_Extracted entries:_
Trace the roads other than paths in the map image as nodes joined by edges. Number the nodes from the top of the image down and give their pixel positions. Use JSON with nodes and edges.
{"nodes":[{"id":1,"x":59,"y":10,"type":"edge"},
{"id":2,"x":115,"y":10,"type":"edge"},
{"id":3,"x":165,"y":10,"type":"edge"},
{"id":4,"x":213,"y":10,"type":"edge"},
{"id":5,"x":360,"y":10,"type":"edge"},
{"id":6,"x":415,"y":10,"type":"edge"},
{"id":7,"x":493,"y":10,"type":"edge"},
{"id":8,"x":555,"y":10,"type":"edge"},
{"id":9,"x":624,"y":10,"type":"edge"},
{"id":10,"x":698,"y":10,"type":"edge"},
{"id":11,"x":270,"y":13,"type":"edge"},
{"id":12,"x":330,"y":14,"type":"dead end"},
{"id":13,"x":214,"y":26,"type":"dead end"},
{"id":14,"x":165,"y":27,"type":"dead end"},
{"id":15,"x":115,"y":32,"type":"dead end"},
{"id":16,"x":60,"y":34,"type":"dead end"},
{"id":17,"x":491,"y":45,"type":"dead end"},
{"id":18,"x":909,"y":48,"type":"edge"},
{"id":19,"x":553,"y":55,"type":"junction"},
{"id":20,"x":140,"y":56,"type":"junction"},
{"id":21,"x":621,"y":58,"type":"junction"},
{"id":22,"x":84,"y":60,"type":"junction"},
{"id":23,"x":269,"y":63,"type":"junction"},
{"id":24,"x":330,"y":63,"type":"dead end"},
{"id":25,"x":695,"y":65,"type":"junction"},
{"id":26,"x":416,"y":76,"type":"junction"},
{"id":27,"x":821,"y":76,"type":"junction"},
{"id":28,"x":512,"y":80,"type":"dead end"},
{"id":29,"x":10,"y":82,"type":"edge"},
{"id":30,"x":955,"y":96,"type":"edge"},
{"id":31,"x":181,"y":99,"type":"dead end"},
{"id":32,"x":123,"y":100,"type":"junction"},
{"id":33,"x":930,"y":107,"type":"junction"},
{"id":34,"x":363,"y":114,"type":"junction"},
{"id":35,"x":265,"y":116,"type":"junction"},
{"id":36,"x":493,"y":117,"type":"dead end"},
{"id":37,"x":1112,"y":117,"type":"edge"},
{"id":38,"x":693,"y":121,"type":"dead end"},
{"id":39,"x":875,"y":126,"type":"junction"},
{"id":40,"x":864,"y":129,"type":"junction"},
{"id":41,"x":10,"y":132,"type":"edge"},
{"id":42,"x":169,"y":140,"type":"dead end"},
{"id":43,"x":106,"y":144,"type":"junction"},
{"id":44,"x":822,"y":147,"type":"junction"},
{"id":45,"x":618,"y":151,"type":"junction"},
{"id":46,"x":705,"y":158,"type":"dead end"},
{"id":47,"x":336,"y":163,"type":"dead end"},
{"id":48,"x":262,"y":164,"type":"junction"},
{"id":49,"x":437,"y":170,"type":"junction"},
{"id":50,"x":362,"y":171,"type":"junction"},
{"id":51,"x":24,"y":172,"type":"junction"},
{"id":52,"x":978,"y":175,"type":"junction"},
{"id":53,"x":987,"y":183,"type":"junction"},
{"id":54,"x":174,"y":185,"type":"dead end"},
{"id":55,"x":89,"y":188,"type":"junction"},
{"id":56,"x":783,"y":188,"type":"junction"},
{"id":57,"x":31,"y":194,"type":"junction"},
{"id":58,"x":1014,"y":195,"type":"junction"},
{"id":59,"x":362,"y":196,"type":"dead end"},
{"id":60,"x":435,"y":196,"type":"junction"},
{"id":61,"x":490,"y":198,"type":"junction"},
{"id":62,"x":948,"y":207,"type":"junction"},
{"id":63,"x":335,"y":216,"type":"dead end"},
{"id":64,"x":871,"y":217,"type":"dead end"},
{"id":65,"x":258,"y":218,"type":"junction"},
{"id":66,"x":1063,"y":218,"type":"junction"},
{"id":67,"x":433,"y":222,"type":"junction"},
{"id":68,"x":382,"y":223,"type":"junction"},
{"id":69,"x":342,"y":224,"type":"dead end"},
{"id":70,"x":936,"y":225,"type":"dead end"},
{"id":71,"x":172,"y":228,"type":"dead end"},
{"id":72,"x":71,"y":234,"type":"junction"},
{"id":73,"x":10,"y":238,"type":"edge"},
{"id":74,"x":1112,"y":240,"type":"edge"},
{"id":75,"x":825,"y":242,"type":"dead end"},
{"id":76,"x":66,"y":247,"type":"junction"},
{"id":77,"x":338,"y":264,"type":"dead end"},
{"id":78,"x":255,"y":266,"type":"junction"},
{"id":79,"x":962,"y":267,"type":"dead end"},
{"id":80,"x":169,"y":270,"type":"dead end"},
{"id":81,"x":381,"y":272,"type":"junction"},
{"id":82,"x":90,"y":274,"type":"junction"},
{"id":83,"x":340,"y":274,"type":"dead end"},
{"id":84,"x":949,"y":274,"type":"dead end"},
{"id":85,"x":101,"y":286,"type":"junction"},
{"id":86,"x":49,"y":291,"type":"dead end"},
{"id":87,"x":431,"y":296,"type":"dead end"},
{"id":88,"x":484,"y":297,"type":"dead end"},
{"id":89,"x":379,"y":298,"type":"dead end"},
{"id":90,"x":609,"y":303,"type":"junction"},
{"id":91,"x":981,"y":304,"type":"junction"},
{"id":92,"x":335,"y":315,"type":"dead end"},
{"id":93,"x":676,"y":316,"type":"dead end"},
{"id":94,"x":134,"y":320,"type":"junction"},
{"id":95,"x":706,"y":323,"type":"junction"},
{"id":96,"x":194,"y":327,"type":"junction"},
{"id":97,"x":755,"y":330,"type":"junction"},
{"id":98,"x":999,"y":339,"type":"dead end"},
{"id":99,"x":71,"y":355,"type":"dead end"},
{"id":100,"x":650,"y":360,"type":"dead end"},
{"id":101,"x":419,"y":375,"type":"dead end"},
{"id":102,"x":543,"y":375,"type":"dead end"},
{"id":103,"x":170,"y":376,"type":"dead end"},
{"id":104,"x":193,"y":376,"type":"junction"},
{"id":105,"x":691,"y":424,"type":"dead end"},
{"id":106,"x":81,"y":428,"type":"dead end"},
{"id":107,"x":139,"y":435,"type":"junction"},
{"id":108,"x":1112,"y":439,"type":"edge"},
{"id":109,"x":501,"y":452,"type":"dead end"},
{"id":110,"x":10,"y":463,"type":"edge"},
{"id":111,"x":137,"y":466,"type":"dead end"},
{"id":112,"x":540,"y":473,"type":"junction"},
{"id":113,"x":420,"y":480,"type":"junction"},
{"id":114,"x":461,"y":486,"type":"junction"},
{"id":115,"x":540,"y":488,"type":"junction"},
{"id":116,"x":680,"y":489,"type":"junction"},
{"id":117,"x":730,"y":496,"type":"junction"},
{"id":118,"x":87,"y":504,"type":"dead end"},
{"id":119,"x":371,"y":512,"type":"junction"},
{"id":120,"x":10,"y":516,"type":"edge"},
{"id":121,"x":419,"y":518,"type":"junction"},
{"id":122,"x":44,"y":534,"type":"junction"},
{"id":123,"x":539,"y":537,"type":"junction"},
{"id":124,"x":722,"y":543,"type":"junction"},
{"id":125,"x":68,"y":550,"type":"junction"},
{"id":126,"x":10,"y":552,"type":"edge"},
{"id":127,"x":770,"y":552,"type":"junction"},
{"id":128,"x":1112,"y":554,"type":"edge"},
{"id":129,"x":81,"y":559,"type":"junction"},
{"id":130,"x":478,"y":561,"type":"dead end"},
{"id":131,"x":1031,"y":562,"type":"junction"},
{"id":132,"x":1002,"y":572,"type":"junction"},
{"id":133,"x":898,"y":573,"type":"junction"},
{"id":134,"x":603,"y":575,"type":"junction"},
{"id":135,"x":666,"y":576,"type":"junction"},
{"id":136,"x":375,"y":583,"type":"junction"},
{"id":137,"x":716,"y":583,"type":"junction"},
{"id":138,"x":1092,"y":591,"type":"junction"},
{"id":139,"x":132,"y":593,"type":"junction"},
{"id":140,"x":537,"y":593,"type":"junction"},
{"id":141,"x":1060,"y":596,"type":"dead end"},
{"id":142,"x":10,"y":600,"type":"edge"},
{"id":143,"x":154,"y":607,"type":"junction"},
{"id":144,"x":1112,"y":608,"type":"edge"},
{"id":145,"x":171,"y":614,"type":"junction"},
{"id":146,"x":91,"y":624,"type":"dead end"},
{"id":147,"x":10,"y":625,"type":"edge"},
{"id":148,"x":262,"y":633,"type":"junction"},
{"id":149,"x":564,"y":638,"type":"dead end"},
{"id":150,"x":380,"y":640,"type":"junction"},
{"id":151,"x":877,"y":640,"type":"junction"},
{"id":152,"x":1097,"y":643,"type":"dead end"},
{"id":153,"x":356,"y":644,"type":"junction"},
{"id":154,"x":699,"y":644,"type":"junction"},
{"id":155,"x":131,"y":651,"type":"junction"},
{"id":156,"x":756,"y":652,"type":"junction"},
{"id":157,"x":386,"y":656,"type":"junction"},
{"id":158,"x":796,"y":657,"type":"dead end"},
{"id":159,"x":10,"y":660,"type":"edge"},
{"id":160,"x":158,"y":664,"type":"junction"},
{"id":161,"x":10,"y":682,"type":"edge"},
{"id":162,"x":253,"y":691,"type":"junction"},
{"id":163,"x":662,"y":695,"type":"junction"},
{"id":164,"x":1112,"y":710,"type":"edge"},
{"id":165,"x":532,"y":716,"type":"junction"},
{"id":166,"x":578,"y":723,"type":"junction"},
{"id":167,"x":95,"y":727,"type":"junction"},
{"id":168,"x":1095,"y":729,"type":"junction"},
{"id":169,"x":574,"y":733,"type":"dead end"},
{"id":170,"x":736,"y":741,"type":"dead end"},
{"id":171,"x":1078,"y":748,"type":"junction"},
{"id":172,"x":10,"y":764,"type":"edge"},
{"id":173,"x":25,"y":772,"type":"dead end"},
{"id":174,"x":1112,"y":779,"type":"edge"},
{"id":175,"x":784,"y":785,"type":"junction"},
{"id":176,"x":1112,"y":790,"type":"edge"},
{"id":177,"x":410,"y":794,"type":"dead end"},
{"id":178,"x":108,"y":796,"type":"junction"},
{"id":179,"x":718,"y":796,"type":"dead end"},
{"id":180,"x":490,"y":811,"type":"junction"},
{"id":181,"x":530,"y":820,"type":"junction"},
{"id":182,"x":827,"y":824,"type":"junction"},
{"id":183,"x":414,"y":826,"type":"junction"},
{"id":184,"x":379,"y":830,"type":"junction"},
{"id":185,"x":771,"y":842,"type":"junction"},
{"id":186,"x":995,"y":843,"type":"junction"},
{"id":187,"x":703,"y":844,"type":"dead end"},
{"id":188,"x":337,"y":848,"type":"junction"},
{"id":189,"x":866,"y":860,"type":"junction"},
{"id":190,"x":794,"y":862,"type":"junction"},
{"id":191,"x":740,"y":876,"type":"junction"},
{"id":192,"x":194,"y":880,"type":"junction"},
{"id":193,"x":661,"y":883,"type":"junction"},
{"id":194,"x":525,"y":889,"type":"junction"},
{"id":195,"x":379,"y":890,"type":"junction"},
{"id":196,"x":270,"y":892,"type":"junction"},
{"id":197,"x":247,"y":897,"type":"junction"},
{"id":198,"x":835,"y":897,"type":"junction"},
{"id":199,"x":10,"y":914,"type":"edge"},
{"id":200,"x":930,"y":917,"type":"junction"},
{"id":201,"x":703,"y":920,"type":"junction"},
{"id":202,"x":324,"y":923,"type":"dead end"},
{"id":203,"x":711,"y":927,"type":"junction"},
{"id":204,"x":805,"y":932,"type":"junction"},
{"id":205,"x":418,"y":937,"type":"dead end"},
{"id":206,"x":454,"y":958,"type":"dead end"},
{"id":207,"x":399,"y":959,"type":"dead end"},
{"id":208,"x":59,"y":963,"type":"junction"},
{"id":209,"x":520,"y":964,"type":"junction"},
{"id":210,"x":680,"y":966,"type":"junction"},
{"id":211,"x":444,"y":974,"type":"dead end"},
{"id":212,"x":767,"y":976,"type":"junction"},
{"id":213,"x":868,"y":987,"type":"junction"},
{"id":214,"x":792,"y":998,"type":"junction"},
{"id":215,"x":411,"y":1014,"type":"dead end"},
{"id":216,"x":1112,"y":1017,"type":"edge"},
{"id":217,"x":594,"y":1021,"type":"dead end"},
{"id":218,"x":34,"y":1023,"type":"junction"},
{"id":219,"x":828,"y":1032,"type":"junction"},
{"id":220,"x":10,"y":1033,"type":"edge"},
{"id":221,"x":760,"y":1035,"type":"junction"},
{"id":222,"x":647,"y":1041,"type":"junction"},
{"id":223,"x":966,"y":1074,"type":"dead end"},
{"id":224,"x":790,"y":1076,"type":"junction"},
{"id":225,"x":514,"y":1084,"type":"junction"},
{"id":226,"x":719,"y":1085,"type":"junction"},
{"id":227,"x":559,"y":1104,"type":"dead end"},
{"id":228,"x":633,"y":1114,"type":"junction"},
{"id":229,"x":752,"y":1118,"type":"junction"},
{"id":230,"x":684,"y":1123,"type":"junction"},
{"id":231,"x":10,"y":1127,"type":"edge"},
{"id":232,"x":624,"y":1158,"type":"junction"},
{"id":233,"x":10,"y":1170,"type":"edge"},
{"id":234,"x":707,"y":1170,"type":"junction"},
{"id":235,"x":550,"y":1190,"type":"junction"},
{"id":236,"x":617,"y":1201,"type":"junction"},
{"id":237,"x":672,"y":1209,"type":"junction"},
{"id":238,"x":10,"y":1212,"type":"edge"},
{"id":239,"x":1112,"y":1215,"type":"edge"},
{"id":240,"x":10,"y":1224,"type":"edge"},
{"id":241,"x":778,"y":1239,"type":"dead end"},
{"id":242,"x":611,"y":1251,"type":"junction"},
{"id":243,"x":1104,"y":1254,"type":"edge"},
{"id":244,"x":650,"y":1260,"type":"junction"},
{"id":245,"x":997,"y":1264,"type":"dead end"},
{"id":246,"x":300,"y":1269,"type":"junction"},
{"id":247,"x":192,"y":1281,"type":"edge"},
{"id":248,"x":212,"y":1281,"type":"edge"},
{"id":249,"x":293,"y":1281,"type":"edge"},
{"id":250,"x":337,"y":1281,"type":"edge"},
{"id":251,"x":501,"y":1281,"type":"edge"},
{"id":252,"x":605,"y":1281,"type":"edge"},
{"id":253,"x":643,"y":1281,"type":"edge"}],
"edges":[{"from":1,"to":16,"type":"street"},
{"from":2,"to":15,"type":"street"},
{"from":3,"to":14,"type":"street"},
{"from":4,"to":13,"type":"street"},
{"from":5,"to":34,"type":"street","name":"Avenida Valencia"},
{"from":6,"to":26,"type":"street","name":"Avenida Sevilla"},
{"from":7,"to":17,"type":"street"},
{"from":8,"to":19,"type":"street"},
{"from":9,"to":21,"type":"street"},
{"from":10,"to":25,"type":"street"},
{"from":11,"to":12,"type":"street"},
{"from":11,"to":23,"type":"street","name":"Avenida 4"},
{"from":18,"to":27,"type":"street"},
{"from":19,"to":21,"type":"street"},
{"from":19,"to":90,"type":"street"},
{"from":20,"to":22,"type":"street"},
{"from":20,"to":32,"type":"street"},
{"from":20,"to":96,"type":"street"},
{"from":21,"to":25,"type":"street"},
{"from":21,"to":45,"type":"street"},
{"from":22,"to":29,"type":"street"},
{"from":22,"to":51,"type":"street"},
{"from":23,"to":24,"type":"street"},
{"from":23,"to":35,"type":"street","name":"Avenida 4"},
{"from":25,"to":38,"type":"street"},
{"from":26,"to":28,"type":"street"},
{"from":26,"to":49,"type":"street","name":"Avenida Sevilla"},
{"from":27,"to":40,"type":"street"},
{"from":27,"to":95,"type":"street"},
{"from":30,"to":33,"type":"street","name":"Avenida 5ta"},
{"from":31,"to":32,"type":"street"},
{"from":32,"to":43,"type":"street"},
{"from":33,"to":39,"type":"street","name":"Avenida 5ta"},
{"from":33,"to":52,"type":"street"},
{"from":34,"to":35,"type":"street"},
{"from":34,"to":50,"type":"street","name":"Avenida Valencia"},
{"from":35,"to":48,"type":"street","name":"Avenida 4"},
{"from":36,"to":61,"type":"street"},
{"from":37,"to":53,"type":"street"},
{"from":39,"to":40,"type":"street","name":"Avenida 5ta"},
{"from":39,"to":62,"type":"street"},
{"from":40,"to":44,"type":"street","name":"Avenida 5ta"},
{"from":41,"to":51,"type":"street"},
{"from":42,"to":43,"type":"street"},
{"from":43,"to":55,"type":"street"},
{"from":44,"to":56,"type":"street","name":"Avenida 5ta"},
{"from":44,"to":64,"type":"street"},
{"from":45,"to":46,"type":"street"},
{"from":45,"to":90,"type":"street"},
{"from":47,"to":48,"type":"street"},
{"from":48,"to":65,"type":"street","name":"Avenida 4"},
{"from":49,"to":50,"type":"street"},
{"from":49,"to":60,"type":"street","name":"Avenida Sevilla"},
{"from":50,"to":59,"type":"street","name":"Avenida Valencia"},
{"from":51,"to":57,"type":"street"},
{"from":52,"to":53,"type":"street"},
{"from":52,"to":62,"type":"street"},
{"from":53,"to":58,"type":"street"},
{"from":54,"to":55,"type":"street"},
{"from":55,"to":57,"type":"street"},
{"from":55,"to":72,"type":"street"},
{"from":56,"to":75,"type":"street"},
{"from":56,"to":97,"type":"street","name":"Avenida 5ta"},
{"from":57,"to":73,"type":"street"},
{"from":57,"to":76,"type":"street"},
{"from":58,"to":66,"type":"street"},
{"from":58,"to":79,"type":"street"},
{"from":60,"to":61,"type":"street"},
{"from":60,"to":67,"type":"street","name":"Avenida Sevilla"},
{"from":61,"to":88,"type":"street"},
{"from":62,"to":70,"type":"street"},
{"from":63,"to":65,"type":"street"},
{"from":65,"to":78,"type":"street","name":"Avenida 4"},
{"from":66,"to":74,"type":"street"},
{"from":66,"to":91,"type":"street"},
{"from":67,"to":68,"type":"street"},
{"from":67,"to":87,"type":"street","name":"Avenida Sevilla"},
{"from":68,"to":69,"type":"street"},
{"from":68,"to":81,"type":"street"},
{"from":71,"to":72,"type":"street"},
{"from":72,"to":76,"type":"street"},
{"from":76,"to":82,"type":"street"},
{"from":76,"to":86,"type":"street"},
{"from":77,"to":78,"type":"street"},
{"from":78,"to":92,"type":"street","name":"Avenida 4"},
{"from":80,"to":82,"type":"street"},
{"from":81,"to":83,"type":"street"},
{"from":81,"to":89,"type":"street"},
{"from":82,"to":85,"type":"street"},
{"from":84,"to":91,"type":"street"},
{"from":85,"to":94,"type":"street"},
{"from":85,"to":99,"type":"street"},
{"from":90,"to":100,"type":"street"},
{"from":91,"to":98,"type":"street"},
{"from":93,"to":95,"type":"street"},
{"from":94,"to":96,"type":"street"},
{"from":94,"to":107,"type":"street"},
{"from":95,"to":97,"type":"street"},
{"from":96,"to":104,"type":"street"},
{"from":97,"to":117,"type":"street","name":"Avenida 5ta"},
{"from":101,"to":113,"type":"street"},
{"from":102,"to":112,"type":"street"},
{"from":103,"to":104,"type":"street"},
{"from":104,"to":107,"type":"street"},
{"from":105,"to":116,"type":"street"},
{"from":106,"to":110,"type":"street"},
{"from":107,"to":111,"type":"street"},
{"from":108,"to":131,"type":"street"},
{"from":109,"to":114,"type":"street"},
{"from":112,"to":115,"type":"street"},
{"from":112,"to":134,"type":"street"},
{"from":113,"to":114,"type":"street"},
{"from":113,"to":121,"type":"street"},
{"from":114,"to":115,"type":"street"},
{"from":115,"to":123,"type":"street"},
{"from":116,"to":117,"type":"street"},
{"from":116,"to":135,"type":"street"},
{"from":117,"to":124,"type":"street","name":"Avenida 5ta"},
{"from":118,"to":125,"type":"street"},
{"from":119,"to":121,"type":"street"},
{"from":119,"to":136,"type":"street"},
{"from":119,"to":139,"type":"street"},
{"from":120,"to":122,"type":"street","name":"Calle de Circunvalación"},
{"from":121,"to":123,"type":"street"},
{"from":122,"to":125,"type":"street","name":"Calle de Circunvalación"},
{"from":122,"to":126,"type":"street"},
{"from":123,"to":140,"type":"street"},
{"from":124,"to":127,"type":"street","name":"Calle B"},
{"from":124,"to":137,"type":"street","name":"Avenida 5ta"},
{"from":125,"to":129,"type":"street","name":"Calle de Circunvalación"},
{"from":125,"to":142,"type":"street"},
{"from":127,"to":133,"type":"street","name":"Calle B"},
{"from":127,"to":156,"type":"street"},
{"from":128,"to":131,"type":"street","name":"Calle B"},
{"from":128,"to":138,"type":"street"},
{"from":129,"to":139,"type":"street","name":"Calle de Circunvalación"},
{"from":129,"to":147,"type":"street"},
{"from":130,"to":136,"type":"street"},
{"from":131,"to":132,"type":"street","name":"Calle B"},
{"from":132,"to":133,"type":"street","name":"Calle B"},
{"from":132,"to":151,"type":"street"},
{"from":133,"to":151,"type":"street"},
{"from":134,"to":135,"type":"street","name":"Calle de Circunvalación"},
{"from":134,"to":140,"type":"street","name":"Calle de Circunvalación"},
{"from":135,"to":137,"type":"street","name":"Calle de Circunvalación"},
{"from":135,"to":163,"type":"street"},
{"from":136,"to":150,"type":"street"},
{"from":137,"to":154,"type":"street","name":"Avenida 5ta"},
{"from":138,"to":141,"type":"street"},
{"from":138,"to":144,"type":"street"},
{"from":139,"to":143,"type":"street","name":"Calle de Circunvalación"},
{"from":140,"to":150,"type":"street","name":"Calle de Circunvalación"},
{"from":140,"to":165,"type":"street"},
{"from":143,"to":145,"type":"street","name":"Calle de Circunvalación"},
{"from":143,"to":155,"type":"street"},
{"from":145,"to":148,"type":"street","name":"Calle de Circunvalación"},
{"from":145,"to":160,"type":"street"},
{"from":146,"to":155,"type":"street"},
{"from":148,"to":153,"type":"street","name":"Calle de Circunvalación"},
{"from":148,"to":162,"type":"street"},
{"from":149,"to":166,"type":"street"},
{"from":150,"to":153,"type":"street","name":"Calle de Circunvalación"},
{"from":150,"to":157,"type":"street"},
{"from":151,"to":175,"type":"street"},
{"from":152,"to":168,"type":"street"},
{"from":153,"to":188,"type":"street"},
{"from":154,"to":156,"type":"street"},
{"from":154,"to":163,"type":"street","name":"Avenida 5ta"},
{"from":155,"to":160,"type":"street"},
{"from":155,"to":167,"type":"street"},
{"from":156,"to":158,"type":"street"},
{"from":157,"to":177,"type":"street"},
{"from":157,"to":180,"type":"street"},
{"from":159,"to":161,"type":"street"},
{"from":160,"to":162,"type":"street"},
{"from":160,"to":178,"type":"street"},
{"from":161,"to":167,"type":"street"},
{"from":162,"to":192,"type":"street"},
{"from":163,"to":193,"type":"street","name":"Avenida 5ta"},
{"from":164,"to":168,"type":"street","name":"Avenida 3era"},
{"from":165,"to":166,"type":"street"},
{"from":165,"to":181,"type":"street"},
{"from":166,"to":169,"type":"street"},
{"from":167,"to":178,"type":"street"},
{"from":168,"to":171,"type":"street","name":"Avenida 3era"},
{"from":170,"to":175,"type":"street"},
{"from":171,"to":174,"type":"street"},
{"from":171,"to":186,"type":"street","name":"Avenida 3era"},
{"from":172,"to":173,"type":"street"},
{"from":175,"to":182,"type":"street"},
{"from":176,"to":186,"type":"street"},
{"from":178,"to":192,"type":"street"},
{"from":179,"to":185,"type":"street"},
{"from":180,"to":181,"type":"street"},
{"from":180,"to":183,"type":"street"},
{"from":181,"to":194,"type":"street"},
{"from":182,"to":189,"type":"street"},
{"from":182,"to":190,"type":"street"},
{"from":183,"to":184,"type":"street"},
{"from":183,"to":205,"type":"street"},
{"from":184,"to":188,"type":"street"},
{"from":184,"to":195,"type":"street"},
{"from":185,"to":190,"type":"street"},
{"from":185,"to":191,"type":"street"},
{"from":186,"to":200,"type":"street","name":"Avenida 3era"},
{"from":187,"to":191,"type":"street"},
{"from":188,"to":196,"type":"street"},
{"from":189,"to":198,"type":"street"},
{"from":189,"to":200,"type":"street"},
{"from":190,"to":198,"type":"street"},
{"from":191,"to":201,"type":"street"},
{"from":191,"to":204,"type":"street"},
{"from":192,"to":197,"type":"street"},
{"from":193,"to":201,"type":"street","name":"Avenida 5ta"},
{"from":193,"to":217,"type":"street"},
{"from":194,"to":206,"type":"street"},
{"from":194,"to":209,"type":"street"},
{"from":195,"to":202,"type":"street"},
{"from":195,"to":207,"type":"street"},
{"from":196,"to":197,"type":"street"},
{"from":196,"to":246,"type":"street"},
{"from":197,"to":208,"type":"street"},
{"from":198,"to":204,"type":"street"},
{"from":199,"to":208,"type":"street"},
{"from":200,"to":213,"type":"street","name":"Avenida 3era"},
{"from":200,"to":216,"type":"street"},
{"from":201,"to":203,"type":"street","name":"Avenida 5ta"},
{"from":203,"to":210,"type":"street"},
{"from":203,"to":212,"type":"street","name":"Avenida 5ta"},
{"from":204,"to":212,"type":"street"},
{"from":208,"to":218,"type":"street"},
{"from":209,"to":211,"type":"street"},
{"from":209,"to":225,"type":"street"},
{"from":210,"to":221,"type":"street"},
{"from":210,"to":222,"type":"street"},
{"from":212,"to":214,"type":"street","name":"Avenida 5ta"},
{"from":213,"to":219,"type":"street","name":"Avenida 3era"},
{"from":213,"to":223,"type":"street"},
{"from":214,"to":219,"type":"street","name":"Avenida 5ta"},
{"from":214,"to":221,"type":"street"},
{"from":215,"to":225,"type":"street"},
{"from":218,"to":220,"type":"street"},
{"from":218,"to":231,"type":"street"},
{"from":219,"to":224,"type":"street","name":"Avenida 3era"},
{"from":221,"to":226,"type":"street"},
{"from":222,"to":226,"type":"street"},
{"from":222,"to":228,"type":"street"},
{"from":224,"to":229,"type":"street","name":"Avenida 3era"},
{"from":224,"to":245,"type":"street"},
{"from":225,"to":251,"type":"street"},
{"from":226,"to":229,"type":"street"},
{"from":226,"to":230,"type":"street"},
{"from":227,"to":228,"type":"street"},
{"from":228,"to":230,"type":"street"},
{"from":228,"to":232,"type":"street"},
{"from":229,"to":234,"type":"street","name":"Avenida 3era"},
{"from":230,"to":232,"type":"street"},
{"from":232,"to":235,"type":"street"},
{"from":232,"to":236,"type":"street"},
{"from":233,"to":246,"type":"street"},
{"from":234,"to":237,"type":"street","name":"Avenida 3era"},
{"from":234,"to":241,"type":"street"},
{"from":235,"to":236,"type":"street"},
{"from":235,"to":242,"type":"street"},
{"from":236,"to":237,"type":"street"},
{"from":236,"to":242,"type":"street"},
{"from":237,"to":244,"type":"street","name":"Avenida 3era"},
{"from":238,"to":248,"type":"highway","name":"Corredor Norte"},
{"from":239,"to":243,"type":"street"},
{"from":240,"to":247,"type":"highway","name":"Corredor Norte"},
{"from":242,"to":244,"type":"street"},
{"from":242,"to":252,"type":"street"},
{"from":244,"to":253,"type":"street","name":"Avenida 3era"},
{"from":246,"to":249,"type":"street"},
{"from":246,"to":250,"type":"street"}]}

_What the task asks:_ Gather all lines with the string "Sevilla" from the data.

_Your response:_
{"from":6,"to":26,"type":"street","name":"Avenida Sevilla"},
{"from":26,"to":49,"type":"street","name":"Avenida Sevilla"},
{"from":49,"to":60,"type":"street","name":"Avenida Sevilla"},
{"from":60,"to":67,"type":"street","name":"Avenida Sevilla"},
{"from":67,"to":87,"type":"street","name":"Avenida Sevilla"},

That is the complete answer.